What to work on: Give back an exact copy of the lines in the records below, from the line that has "I am building" through the line that has "Input: one rendered map. Build", and nothing besides.
*** Block opens ***
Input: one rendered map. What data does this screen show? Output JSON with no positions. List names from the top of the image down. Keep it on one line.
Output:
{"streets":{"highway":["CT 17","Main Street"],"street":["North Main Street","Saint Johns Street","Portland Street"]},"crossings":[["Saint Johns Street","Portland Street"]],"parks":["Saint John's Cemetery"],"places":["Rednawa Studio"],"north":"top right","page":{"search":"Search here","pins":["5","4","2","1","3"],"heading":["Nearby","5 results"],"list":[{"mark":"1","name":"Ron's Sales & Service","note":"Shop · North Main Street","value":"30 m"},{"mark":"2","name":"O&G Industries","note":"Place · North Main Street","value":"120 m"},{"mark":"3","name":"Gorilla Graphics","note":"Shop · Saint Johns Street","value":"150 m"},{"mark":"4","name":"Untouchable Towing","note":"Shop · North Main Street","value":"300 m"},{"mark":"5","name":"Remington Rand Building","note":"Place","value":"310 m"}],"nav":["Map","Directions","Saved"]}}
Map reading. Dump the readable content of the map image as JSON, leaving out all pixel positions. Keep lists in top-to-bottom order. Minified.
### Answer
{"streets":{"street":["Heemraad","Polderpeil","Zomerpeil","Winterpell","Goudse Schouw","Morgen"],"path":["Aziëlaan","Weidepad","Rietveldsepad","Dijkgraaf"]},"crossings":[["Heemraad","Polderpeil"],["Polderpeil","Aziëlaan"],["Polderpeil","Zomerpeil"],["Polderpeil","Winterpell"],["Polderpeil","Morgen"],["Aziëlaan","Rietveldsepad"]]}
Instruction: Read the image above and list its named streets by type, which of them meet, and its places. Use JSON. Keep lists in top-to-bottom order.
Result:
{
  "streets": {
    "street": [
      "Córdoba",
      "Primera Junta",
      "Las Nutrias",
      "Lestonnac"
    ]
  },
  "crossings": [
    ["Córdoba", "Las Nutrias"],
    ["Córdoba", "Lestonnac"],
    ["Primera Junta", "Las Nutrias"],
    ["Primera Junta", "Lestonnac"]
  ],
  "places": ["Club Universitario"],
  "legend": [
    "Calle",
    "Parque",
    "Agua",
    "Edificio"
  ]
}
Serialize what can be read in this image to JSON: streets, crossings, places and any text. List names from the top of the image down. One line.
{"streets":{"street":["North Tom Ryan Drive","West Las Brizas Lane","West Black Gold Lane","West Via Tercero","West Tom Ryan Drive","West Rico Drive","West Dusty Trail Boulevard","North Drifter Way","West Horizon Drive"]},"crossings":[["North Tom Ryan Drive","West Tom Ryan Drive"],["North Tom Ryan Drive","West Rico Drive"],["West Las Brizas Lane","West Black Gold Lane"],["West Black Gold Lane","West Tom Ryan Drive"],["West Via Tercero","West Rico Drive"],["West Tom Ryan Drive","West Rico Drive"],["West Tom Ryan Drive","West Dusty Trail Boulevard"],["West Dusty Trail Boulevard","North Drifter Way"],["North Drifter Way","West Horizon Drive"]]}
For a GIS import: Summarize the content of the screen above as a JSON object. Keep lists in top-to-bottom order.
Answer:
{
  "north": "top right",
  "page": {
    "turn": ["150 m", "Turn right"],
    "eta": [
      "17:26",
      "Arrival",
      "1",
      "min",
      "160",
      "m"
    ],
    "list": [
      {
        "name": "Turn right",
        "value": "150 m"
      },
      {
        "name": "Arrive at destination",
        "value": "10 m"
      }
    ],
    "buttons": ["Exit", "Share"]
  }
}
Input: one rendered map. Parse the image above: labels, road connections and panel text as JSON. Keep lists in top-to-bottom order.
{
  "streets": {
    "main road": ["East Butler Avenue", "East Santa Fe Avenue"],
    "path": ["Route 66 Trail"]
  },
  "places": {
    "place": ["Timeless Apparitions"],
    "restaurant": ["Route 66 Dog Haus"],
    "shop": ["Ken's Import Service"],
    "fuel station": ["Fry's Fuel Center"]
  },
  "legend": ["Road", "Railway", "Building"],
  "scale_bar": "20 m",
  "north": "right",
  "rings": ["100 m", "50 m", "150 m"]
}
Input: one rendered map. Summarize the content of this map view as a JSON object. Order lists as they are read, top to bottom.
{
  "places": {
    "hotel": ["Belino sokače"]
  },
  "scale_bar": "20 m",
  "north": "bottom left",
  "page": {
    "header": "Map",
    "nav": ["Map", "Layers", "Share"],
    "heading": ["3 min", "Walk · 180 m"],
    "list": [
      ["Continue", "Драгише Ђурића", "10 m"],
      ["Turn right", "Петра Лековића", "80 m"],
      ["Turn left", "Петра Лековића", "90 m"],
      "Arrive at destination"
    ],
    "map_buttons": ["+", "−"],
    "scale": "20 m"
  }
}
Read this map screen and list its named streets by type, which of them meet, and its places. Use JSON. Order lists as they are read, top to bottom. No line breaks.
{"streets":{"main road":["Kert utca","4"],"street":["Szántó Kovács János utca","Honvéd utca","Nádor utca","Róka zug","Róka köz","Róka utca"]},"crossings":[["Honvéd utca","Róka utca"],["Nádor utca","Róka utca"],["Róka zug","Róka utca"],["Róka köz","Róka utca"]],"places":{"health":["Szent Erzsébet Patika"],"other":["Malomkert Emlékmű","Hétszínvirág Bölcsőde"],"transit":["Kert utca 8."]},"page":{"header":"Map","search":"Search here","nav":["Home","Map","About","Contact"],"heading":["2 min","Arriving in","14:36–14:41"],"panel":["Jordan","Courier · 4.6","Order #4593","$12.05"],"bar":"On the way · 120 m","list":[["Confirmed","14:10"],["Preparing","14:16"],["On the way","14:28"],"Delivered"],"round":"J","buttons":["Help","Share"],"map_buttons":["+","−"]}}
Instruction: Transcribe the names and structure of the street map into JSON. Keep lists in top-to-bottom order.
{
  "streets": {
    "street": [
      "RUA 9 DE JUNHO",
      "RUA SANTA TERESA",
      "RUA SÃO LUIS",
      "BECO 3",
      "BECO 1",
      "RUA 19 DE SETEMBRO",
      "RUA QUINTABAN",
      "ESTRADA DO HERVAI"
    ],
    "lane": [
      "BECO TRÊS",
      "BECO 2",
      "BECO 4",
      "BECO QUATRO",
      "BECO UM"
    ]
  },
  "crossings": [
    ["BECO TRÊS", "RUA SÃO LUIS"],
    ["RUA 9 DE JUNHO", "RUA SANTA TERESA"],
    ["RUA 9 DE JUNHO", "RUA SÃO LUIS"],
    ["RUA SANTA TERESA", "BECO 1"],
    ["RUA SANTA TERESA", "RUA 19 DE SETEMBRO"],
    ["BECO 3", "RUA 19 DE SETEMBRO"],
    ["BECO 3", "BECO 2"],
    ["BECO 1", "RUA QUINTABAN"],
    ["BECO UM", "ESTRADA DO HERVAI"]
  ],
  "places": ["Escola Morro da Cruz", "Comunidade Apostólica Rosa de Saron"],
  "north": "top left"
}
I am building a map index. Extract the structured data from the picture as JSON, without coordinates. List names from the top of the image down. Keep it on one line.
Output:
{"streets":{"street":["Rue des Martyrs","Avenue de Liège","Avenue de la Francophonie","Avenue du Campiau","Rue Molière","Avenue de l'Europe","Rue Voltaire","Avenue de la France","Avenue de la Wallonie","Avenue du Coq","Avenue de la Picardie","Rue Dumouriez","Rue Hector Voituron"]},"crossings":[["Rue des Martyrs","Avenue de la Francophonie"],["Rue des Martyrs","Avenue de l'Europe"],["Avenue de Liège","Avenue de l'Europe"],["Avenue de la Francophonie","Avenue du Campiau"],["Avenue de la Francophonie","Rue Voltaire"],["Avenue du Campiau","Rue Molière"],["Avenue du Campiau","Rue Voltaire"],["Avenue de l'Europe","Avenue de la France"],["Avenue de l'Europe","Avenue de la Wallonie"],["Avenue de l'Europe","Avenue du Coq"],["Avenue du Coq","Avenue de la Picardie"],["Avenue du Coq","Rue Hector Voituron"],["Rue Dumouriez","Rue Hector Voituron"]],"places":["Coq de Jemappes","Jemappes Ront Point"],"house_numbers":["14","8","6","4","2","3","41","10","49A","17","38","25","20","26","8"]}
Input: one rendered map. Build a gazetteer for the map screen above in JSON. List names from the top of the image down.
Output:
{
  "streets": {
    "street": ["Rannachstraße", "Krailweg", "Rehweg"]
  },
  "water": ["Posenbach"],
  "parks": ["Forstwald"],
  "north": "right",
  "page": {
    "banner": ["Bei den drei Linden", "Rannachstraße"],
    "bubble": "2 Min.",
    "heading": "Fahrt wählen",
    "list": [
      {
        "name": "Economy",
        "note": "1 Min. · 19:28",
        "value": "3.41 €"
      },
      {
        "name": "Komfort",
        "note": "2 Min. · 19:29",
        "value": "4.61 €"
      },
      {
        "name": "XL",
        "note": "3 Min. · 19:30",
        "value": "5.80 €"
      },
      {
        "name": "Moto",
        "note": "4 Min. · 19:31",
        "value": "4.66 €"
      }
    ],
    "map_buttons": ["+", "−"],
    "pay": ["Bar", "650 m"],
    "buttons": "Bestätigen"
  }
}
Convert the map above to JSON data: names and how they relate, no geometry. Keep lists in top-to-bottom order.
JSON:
*** Block closes ***
Answer below:
I am building a map index. Extract the structured data from the picture as JSON, without coordinates. List names from the top of the image down. Keep it on one line.
Output:
{"streets":{"street":["Rue des Martyrs","Avenue de Liège","Avenue de la Francophonie","Avenue du Campiau","Rue Molière","Avenue de l'Europe","Rue Voltaire","Avenue de la France","Avenue de la Wallonie","Avenue du Coq","Avenue de la Picardie","Rue Dumouriez","Rue Hector Voituron"]},"crossings":[["Rue des Martyrs","Avenue de la Francophonie"],["Rue des Martyrs","Avenue de l'Europe"],["Avenue de Liège","Avenue de l'Europe"],["Avenue de la Francophonie","Avenue du Campiau"],["Avenue de la Francophonie","Rue Voltaire"],["Avenue du Campiau","Rue Molière"],["Avenue du Campiau","Rue Voltaire"],["Avenue de l'Europe","Avenue de la France"],["Avenue de l'Europe","Avenue de la Wallonie"],["Avenue de l'Europe","Avenue du Coq"],["Avenue du Coq","Avenue de la Picardie"],["Avenue du Coq","Rue Hector Voituron"],["Rue Dumouriez","Rue Hector Voituron"]],"places":["Coq de Jemappes","Jemappes Ront Point"],"house_numbers":["14","8","6","4","2","3","41","10","49A","17","38","25","20","26","8"]}
Input: one rendered map. Build a gazetteer for the map screen above in JSON. List names from the top of the image down.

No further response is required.